Sebastián Zunino
- Full name: Sebastián Alejandro Zunino
- Born: 21 January 1988 (age 38) Ramos Mejía, Buenos Aires Province, Argentina

Domestic
- Years: League / Role
- 2022–: Argentine Primera División / Referee

International
- Years: League / Role
- 2024–: FIFA / Referee

= Sebastián Zunino =

Argentine football referee

Sebastián Zunino (born 21 January 1988 in Ramos Mejía, Buenos Aires Province, Argentina) is an Argentine football referee. He officiates in the Argentine Primera División and was added to the FIFA International Referees List in 2024.

== Refereeing career ==
Zunino made his debut in the Argentine top flight on 27 January 2023, taking charge of the Liga Profesional match between Godoy Cruz and Platense in Mendoza. He was assisted by Ernesto Callegari and Juan Del Fueyo, with Franco Morón serving as fourth official. The fixture marked the opening round of the 2023 season and was Zunino's first match at Primera División level.

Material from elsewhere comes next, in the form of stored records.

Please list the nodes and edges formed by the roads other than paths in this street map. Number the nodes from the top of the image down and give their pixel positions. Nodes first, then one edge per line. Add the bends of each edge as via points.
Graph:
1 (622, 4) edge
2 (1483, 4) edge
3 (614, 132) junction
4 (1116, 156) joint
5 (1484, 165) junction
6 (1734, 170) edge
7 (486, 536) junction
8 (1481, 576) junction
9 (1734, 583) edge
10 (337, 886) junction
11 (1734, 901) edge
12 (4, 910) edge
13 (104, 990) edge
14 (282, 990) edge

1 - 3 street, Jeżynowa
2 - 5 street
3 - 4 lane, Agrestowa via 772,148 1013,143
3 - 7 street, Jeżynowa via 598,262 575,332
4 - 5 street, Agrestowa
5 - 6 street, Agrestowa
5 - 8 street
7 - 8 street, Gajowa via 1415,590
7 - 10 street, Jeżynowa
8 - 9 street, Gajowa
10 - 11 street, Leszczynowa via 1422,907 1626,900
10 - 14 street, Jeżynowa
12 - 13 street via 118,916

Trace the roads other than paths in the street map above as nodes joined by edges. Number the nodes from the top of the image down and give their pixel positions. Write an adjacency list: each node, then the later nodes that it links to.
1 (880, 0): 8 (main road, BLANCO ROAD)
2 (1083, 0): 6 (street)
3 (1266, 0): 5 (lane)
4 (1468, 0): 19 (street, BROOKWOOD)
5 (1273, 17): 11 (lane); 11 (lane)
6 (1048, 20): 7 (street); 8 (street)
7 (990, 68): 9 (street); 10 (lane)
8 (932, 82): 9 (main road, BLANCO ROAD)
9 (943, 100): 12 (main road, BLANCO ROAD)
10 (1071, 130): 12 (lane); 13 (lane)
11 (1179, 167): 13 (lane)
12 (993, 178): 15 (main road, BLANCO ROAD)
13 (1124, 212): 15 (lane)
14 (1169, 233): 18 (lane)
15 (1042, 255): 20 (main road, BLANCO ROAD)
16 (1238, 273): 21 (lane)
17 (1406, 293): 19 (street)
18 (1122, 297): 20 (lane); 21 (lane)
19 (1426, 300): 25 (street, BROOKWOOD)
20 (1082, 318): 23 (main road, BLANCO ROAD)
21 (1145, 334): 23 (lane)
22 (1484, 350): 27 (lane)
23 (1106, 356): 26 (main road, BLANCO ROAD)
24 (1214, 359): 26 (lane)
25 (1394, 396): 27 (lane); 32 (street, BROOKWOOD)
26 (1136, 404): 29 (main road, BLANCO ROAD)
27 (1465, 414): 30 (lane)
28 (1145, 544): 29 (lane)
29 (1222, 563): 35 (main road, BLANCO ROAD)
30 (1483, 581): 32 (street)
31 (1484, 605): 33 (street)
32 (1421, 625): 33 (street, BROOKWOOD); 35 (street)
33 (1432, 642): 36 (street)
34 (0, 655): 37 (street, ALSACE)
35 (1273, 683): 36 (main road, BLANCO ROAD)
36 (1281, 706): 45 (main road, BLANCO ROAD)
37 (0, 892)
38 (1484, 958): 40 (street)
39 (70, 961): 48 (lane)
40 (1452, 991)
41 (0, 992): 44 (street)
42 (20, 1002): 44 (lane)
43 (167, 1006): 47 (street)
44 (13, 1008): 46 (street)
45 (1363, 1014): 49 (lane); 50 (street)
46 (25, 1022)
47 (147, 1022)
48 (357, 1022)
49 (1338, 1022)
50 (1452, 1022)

Prior to his promotion to the top division, Zunino officiated matches in lower categories of Argentine football, including the Primera Nacional, and has accumulated numerous appearances across domestic competitions since his professional debut. In recognition of his performances, he was added to the FIFA International Referees List in 2024, alongside fellow Argentine referee Nazareno Arasa.